Exercise >>
Each line that includes the word "graph" should be copied from the records.
---------- Dataset records ----------
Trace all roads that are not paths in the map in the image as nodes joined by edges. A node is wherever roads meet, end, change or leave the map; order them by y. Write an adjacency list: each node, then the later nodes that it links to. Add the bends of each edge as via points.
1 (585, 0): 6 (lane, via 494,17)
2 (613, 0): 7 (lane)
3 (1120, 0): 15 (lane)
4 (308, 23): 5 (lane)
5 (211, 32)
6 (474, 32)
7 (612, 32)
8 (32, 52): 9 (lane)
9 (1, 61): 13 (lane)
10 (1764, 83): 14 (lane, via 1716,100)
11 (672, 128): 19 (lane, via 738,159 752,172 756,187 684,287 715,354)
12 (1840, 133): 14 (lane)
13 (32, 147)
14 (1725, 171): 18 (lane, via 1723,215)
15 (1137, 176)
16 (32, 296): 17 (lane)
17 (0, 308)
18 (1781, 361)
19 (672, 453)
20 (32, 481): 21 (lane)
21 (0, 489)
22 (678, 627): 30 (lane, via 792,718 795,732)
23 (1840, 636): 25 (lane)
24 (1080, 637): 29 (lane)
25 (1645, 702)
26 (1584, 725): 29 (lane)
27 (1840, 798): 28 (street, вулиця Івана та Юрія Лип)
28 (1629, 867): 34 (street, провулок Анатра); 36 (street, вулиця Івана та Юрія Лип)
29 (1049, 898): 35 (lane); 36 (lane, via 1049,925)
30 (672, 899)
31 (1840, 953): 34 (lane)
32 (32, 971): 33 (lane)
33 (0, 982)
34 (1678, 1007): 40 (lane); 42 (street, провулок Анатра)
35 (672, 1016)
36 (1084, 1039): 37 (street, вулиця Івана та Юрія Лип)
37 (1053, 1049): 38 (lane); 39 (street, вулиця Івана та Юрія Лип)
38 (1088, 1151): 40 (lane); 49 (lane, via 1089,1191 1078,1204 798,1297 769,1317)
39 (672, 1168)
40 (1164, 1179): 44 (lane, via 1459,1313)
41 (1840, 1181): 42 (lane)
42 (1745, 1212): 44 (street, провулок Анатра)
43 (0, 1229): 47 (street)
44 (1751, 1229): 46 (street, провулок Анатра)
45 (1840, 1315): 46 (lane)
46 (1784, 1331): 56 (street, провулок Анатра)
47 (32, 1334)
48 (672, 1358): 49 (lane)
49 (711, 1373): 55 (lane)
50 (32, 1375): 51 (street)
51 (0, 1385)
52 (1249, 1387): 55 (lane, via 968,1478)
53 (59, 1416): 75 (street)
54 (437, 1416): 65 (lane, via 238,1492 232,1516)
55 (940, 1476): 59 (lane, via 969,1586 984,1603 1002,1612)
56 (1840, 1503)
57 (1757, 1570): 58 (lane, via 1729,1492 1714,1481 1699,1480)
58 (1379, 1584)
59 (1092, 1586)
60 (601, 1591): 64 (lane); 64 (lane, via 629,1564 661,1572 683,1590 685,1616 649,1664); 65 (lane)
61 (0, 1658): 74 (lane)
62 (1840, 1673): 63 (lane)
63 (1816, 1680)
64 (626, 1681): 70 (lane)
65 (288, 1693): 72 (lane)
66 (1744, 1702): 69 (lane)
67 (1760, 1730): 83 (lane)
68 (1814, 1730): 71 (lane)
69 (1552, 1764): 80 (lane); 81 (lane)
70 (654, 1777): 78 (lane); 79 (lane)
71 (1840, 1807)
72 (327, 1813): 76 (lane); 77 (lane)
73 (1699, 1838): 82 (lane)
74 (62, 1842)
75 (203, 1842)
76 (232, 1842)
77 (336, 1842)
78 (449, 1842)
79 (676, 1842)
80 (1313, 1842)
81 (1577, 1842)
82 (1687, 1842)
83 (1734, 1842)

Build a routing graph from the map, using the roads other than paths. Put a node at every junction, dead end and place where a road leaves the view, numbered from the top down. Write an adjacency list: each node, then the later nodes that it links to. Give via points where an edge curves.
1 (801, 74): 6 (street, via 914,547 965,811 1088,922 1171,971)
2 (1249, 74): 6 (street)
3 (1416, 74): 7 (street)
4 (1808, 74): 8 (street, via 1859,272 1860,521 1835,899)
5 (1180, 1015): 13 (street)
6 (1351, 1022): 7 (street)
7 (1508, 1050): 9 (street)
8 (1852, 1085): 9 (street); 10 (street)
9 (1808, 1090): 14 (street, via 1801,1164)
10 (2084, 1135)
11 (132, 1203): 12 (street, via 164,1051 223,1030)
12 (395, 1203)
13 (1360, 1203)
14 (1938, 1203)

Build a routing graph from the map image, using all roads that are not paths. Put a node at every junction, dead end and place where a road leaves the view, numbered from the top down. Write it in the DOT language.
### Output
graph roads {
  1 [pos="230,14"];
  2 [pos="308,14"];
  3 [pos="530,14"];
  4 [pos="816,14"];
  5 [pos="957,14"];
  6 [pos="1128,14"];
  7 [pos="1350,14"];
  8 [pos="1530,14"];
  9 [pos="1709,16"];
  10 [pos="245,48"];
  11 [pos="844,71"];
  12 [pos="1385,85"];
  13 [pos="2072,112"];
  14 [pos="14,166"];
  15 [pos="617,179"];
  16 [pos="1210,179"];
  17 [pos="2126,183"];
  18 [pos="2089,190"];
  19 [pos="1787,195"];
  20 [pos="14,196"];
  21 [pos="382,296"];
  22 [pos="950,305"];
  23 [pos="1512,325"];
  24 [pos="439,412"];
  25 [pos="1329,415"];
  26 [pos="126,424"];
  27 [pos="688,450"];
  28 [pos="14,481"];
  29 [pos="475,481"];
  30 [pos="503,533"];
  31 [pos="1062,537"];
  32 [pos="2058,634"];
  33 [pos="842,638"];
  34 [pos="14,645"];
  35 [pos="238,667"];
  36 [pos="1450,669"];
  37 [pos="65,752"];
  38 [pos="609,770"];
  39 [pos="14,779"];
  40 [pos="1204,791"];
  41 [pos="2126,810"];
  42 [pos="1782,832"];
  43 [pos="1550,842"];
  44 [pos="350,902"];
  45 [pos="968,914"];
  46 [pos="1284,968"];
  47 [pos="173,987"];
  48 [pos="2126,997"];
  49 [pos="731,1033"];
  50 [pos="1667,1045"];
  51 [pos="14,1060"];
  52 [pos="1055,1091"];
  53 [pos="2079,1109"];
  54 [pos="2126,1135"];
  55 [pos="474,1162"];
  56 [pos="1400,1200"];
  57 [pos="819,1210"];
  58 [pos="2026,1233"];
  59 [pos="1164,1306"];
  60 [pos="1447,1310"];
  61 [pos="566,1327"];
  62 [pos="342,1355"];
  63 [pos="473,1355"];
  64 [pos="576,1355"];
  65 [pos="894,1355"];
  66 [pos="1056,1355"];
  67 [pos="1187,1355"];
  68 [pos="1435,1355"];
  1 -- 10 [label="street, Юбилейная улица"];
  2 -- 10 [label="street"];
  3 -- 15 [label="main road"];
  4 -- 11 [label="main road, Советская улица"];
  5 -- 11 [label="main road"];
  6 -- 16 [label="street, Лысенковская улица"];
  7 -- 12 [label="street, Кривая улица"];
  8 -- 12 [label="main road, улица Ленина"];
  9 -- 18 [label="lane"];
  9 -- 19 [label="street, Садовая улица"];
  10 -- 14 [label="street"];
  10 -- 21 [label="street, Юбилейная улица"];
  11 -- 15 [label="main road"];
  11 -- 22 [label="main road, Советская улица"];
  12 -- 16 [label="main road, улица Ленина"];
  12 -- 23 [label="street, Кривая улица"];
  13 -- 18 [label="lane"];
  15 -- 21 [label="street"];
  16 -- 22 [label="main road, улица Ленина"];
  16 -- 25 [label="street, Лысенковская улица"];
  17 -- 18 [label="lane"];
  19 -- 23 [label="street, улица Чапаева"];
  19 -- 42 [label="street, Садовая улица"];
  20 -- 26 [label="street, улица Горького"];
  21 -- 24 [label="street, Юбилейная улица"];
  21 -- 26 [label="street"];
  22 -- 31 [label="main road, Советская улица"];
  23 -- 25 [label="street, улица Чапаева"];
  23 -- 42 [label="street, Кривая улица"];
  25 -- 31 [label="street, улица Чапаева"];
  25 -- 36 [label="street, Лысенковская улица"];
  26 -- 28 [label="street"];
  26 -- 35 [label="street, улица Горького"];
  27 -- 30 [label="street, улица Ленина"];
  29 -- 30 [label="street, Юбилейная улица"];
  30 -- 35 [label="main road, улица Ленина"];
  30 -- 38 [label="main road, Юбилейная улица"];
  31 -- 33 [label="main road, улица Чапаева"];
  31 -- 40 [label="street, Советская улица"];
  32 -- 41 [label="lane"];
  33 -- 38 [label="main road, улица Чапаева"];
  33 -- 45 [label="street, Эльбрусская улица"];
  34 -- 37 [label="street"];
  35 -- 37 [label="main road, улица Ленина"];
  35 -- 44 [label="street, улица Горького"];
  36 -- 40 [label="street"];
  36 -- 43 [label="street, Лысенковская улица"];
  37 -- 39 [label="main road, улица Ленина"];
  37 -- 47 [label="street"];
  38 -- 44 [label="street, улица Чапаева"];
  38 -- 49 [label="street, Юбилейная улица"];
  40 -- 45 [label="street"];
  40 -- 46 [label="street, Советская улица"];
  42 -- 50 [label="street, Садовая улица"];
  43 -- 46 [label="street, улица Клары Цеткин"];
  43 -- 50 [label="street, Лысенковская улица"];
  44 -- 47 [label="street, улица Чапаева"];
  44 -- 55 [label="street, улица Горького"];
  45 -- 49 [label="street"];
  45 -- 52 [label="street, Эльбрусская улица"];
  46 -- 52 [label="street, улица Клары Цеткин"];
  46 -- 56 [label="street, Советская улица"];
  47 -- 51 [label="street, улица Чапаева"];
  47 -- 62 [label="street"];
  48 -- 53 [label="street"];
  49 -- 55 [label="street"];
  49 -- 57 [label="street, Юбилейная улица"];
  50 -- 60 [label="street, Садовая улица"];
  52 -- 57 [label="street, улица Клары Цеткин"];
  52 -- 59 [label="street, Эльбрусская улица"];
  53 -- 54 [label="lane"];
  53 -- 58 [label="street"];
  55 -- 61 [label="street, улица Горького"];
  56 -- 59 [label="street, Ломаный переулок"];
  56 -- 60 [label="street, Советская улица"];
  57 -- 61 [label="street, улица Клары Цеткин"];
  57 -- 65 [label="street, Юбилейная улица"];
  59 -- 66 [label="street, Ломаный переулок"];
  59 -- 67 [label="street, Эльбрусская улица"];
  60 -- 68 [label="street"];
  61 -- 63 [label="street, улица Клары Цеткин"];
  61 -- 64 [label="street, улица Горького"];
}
----------
Finished exercise >>
Build a routing graph from the map, using the roads other than paths. Put a node at every junction, dead end and place where a road leaves the view, numbered from the top down. Write an adjacency list: each node, then the later nodes that it links to. Give via points where an edge curves.
Build a routing graph from the map image, using all roads that are not paths. Put a node at every junction, dead end and place where a road leaves the view, numbered from the top down. Write it in the DOT language.
graph roads {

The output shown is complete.